**EXERCISE OBJECTIVE**
Whatever the lines below say, output them exactly.

**DATASET CONTENT**
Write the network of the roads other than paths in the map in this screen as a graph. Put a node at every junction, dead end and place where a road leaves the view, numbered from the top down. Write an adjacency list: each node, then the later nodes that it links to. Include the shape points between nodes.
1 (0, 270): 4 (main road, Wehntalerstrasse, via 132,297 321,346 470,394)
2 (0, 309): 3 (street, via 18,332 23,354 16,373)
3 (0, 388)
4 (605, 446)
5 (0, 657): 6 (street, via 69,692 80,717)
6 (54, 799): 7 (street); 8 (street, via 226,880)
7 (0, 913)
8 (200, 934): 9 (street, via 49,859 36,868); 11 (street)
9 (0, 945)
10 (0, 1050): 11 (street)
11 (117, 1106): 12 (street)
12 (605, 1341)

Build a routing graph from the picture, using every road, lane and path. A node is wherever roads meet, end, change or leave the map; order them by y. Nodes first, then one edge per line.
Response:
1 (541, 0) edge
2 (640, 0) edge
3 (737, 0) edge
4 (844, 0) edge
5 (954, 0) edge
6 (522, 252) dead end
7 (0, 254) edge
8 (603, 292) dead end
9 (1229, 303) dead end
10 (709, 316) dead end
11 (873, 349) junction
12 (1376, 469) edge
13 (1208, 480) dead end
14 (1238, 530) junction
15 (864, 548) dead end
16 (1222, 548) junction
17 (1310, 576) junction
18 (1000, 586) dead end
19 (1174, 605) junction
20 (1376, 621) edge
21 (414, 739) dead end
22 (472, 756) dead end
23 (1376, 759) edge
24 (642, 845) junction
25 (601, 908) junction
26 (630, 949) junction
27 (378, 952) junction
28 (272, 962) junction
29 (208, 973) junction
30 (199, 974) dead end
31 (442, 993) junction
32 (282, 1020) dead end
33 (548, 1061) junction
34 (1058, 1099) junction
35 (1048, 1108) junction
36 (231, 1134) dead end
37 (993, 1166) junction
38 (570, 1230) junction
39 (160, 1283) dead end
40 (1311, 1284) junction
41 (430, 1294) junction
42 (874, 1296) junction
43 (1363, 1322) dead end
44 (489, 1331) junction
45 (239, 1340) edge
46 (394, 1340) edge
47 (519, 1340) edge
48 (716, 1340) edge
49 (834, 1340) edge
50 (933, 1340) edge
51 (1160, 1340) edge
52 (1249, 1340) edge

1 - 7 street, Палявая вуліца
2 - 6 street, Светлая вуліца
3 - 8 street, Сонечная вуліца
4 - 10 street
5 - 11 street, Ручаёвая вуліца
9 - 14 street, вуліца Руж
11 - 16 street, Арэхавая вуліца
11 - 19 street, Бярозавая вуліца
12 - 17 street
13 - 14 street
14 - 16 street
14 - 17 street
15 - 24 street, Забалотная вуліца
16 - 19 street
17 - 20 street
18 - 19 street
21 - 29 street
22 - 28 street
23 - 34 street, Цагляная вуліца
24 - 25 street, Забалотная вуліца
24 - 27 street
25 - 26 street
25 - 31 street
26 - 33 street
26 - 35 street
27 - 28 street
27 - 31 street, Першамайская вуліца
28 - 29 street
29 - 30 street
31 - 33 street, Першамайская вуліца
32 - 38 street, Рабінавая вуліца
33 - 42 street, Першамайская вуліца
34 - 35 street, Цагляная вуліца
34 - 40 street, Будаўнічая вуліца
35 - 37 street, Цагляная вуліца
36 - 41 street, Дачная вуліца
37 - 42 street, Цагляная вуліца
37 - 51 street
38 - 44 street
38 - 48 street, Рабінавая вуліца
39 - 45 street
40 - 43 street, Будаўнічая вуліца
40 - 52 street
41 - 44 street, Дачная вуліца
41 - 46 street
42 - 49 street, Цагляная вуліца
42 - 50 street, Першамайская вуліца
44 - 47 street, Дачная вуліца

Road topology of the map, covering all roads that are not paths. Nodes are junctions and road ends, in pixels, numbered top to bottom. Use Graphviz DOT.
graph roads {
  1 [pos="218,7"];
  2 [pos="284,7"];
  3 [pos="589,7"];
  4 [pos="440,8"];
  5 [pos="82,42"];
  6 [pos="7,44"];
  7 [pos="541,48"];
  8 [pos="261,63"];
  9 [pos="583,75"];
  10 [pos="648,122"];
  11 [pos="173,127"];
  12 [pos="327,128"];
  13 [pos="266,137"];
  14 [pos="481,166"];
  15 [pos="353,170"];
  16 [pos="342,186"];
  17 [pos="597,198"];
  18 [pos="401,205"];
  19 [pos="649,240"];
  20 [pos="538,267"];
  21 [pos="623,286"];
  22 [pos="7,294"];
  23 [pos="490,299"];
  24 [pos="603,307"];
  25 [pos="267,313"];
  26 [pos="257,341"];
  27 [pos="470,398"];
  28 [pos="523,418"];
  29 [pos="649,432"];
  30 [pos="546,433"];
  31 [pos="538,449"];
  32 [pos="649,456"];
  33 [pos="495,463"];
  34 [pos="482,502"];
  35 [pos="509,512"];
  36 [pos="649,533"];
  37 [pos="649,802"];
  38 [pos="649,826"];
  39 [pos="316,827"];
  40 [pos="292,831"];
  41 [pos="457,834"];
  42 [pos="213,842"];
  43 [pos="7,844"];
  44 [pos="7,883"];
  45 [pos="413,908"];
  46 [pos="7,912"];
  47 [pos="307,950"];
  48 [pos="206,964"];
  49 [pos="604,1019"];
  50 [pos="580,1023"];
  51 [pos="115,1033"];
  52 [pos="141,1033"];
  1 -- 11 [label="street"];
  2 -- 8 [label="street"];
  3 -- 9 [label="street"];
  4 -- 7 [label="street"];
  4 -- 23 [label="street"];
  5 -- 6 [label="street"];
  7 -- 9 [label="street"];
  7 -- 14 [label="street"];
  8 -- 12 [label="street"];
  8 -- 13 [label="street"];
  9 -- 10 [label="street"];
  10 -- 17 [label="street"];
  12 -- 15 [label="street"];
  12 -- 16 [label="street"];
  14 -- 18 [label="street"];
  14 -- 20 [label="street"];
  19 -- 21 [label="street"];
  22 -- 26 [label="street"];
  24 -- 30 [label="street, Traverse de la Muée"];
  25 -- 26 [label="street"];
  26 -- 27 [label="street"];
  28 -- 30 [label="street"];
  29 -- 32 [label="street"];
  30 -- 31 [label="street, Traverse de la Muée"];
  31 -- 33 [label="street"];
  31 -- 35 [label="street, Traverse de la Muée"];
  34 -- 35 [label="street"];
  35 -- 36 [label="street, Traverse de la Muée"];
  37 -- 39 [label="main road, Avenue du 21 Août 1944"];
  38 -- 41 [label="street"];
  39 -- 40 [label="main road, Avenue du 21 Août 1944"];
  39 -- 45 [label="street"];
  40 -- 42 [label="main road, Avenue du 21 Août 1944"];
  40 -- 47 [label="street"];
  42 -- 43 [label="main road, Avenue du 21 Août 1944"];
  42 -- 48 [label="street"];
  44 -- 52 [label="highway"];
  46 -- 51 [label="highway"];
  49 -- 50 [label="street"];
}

**WRITTEN ANSWER**
Write the network of the roads other than paths in the map in this screen as a graph. Put a node at every junction, dead end and place where a road leaves the view, numbered from the top down. Write an adjacency list: each node, then the later nodes that it links to. Include the shape points between nodes.
1 (0, 270): 4 (main road, Wehntalerstrasse, via 132,297 321,346 470,394)
2 (0, 309): 3 (street, via 18,332 23,354 16,373)
3 (0, 388)
4 (605, 446)
5 (0, 657): 6 (street, via 69,692 80,717)
6 (54, 799): 7 (street); 8 (street, via 226,880)
7 (0, 913)
8 (200, 934): 9 (street, via 49,859 36,868); 11 (street)
9 (0, 945)
10 (0, 1050): 11 (street)
11 (117, 1106): 12 (street)
12 (605, 1341)

Build a routing graph from the picture, using every road, lane and path. A node is wherever roads meet, end, change or leave the map; order them by y. Nodes first, then one edge per line.
Response:
1 (541, 0) edge
2 (640, 0) edge
3 (737, 0) edge
4 (844, 0) edge
5 (954, 0) edge
6 (522, 252) dead end
7 (0, 254) edge
8 (603, 292) dead end
9 (1229, 303) dead end
10 (709, 316) dead end
11 (873, 349) junction
12 (1376, 469) edge
13 (1208, 480) dead end
14 (1238, 530) junction
15 (864, 548) dead end
16 (1222, 548) junction
17 (1310, 576) junction
18 (1000, 586) dead end
19 (1174, 605) junction
20 (1376, 621) edge
21 (414, 739) dead end
22 (472, 756) dead end
23 (1376, 759) edge
24 (642, 845) junction
25 (601, 908) junction
26 (630, 949) junction
27 (378, 952) junction
28 (272, 962) junction
29 (208, 973) junction
30 (199, 974) dead end
31 (442, 993) junction
32 (282, 1020) dead end
33 (548, 1061) junction
34 (1058, 1099) junction
35 (1048, 1108) junction
36 (231, 1134) dead end
37 (993, 1166) junction
38 (570, 1230) junction
39 (160, 1283) dead end
40 (1311, 1284) junction
41 (430, 1294) junction
42 (874, 1296) junction
43 (1363, 1322) dead end
44 (489, 1331) junction
45 (239, 1340) edge
46 (394, 1340) edge
47 (519, 1340) edge
48 (716, 1340) edge
49 (834, 1340) edge
50 (933, 1340) edge
51 (1160, 1340) edge
52 (1249, 1340) edge

1 - 7 street, Палявая вуліца
2 - 6 street, Светлая вуліца
3 - 8 street, Сонечная вуліца
4 - 10 street
5 - 11 street, Ручаёвая вуліца
9 - 14 street, вуліца Руж
11 - 16 street, Арэхавая вуліца
11 - 19 street, Бярозавая вуліца
12 - 17 street
13 - 14 street
14 - 16 street
14 - 17 street
15 - 24 street, Забалотная вуліца
16 - 19 street
17 - 20 street
18 - 19 street
21 - 29 street
22 - 28 street
23 - 34 street, Цагляная вуліца
24 - 25 street, Забалотная вуліца
24 - 27 street
25 - 26 street
25 - 31 street
26 - 33 street
26 - 35 street
27 - 28 street
27 - 31 street, Першамайская вуліца
28 - 29 street
29 - 30 street
31 - 33 street, Першамайская вуліца
32 - 38 street, Рабінавая вуліца
33 - 42 street, Першамайская вуліца
34 - 35 street, Цагляная вуліца
34 - 40 street, Будаўнічая вуліца
35 - 37 street, Цагляная вуліца
36 - 41 street, Дачная вуліца
37 - 42 street, Цагляная вуліца
37 - 51 street
38 - 44 street
38 - 48 street, Рабінавая вуліца
39 - 45 street
40 - 43 street, Будаўнічая вуліца
40 - 52 street
41 - 44 street, Дачная вуліца
41 - 46 street
42 - 49 street, Цагляная вуліца
42 - 50 street, Першамайская вуліца
44 - 47 street, Дачная вуліца

Road topology of the map, covering all roads that are not paths. Nodes are junctions and road ends, in pixels, numbered top to bottom. Use Graphviz DOT.
graph roads {
  1 [pos="218,7"];
  2 [pos="284,7"];
  3 [pos="589,7"];
  4 [pos="440,8"];
  5 [pos="82,42"];
  6 [pos="7,44"];
  7 [pos="541,48"];
  8 [pos="261,63"];
  9 [pos="583,75"];
  10 [pos="648,122"];
  11 [pos="173,127"];
  12 [pos="327,128"];
  13 [pos="266,137"];
  14 [pos="481,166"];
  15 [pos="353,170"];
  16 [pos="342,186"];
  17 [pos="597,198"];
  18 [pos="401,205"];
  19 [pos="649,240"];
  20 [pos="538,267"];
  21 [pos="623,286"];
  22 [pos="7,294"];
  23 [pos="490,299"];
  24 [pos="603,307"];
  25 [pos="267,313"];
  26 [pos="257,341"];
  27 [pos="470,398"];
  28 [pos="523,418"];
  29 [pos="649,432"];
  30 [pos="546,433"];
  31 [pos="538,449"];
  32 [pos="649,456"];
  33 [pos="495,463"];
  34 [pos="482,502"];
  35 [pos="509,512"];
  36 [pos="649,533"];
  37 [pos="649,802"];
  38 [pos="649,826"];
  39 [pos="316,827"];
  40 [pos="292,831"];
  41 [pos="457,834"];
  42 [pos="213,842"];
  43 [pos="7,844"];
  44 [pos="7,883"];
  45 [pos="413,908"];
  46 [pos="7,912"];
  47 [pos="307,950"];
  48 [pos="206,964"];
  49 [pos="604,1019"];
  50 [pos="580,1023"];
  51 [pos="115,1033"];
  52 [pos="141,1033"];
  1 -- 11 [label="street"];
  2 -- 8 [label="street"];
  3 -- 9 [label="street"];
  4 -- 7 [label="street"];
  4 -- 23 [label="street"];
  5 -- 6 [label="street"];
  7 -- 9 [label="street"];
  7 -- 14 [label="street"];
  8 -- 12 [label="street"];
  8 -- 13 [label="street"];
  9 -- 10 [label="street"];
  10 -- 17 [label="street"];
  12 -- 15 [label="street"];
  12 -- 16 [label="street"];
  14 -- 18 [label="street"];
  14 -- 20 [label="street"];
  19 -- 21 [label="street"];
  22 -- 26 [label="street"];
  24 -- 30 [label="street, Traverse de la Muée"];
  25 -- 26 [label="street"];
  26 -- 27 [label="street"];
  28 -- 30 [label="street"];
  29 -- 32 [label="street"];
  30 -- 31 [label="street, Traverse de la Muée"];
  31 -- 33 [label="street"];
  31 -- 35 [label="street, Traverse de la Muée"];
  34 -- 35 [label="street"];
  35 -- 36 [label="street, Traverse de la Muée"];
  37 -- 39 [label="main road, Avenue du 21 Août 1944"];
  38 -- 41 [label="street"];
  39 -- 40 [label="main road, Avenue du 21 Août 1944"];
  39 -- 45 [label="street"];
  40 -- 42 [label="main road, Avenue du 21 Août 1944"];
  40 -- 47 [label="street"];
  42 -- 43 [label="main road, Avenue du 21 Août 1944"];
  42 -- 48 [label="street"];
  44 -- 52 [label="highway"];
  46 -- 51 [label="highway"];
  49 -- 50 [label="street"];
}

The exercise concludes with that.